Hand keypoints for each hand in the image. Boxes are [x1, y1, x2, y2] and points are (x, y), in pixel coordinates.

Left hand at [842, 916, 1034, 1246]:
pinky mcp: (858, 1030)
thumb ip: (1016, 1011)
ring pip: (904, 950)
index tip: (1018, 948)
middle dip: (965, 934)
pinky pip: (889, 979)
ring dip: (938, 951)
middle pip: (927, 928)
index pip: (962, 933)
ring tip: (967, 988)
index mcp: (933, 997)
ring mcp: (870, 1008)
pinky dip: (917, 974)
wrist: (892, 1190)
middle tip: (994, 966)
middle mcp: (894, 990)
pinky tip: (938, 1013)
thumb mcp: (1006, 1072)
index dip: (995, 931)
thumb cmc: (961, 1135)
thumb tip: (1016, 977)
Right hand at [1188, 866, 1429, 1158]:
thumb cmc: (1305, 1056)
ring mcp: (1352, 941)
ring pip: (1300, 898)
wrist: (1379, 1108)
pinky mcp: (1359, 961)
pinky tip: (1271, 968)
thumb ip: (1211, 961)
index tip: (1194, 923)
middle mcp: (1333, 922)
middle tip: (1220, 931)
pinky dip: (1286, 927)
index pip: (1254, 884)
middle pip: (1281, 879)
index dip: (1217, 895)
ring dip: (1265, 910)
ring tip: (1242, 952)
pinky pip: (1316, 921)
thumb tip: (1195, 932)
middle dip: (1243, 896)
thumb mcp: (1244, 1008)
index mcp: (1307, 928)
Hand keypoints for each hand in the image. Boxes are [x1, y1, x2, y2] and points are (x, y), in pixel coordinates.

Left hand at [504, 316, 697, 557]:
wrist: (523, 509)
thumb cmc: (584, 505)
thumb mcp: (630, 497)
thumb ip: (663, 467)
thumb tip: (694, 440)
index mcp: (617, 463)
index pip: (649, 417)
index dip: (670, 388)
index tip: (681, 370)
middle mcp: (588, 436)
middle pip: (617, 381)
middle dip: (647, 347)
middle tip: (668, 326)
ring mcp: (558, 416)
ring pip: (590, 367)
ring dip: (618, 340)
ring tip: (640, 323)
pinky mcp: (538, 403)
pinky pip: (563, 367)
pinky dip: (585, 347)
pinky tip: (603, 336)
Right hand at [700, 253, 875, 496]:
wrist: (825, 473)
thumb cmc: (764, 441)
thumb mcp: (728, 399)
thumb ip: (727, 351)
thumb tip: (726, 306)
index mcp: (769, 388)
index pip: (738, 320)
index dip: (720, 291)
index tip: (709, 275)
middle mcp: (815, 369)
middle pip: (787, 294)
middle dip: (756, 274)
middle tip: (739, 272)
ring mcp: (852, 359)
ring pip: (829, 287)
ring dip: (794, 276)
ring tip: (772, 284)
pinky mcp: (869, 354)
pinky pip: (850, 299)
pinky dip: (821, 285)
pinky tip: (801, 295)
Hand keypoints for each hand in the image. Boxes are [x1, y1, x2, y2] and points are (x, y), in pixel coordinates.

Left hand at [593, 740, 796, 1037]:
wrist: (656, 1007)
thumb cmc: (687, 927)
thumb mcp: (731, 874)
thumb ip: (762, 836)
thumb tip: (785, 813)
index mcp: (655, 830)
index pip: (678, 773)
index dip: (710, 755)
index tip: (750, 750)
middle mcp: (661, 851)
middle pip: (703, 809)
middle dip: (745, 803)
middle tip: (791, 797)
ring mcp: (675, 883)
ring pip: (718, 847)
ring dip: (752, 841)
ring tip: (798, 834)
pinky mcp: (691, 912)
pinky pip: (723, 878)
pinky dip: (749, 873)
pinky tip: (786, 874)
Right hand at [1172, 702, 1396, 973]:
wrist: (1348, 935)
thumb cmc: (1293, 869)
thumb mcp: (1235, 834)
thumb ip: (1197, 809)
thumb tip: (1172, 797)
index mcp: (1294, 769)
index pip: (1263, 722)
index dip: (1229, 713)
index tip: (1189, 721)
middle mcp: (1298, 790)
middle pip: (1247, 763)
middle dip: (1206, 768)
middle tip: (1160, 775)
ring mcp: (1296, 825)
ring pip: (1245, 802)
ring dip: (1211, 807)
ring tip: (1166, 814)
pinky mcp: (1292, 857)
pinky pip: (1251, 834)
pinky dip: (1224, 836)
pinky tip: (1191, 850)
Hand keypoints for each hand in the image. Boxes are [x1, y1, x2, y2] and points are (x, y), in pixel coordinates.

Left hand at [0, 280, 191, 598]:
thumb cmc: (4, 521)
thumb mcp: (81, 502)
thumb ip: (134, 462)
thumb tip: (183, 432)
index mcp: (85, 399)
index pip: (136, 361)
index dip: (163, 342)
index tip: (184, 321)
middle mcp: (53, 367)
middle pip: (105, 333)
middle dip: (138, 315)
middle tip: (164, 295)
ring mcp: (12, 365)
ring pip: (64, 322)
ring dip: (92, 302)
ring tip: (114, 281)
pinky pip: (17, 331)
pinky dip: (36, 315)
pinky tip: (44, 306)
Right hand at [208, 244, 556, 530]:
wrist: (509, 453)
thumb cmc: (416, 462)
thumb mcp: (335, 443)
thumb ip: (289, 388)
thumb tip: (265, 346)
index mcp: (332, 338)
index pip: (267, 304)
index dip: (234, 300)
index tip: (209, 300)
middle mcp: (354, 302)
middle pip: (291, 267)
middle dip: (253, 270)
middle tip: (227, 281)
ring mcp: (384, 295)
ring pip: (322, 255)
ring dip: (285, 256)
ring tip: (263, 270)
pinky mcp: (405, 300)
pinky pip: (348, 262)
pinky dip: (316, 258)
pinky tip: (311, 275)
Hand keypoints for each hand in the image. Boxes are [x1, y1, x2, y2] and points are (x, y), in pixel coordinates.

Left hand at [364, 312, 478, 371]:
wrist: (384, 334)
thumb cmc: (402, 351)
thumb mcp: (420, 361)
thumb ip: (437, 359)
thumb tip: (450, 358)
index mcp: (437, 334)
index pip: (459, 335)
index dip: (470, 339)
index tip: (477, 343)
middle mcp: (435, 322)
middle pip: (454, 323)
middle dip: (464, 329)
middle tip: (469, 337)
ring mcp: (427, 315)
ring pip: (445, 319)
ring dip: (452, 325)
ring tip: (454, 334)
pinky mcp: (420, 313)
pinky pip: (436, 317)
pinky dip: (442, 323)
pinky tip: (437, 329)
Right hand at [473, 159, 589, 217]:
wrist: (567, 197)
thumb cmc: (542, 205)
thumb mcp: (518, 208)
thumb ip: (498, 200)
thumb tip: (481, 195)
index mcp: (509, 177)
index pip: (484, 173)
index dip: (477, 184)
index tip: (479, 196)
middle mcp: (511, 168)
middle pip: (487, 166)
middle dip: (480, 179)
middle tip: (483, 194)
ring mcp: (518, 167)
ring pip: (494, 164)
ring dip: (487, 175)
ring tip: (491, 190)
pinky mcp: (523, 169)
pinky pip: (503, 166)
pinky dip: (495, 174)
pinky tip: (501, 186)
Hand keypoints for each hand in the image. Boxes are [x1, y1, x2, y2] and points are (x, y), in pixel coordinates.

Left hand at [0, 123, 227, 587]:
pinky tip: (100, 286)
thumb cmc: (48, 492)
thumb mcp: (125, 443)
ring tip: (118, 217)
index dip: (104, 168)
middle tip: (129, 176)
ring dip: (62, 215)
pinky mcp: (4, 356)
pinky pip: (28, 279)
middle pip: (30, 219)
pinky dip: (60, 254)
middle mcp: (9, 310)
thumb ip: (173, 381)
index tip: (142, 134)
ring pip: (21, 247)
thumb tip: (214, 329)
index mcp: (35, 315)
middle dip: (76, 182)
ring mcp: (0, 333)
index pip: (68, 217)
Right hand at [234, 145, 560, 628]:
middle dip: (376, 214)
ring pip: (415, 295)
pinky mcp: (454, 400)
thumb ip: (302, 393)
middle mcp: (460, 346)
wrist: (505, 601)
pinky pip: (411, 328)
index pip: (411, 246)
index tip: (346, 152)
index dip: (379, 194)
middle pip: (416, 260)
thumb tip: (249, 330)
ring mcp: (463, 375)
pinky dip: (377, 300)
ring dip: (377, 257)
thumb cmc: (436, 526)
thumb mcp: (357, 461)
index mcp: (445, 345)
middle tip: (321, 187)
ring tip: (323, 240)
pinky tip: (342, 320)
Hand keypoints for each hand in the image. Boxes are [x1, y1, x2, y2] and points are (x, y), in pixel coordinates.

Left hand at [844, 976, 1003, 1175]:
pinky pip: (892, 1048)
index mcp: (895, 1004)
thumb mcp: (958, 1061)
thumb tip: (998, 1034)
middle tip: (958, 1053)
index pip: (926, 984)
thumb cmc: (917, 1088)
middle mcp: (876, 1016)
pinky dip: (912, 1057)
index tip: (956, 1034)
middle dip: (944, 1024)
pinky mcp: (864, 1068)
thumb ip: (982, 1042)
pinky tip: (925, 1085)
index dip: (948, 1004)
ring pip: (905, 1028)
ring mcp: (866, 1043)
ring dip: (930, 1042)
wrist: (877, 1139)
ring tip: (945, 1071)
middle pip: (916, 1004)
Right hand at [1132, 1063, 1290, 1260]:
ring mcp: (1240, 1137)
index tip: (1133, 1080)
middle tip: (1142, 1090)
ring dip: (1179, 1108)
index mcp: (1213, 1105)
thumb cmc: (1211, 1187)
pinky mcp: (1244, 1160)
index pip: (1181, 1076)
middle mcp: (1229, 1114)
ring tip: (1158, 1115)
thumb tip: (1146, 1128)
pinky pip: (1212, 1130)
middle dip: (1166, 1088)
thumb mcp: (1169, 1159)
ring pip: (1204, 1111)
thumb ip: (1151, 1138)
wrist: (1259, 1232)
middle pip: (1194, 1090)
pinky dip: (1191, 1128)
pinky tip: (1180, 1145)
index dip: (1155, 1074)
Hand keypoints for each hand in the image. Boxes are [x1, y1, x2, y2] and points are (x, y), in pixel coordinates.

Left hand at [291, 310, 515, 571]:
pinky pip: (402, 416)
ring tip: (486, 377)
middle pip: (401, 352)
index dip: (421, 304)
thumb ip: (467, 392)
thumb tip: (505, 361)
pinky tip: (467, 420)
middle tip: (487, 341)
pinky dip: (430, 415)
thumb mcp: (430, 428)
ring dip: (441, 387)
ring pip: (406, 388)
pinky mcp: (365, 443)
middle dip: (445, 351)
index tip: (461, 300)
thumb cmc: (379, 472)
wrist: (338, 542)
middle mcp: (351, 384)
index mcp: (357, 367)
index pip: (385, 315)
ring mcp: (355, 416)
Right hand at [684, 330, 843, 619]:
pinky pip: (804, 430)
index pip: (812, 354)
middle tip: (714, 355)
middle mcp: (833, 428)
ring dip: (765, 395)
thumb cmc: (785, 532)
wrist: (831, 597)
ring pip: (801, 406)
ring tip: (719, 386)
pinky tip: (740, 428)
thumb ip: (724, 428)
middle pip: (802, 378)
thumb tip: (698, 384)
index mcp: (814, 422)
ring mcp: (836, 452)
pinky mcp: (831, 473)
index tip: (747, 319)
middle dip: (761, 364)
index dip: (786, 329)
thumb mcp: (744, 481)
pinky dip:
• • • •
» Directions for this task:
Reproduce exactly the stretch of the material above that starts at the line with "ring pip: (904, 950)" and ends at the line with "middle tip: (994, 966)", both included, and nothing else.

» Output below:
ring pip: (904, 950)
index tip: (1018, 948)
middle dip: (965, 934)
pinky pip: (889, 979)
ring dip: (938, 951)
middle pip: (927, 928)
index pip: (962, 933)
ring tip: (967, 988)
index mcp: (933, 997)
ring mcp: (870, 1008)
pinky dip: (917, 974)
wrist: (892, 1190)
middle tip: (994, 966)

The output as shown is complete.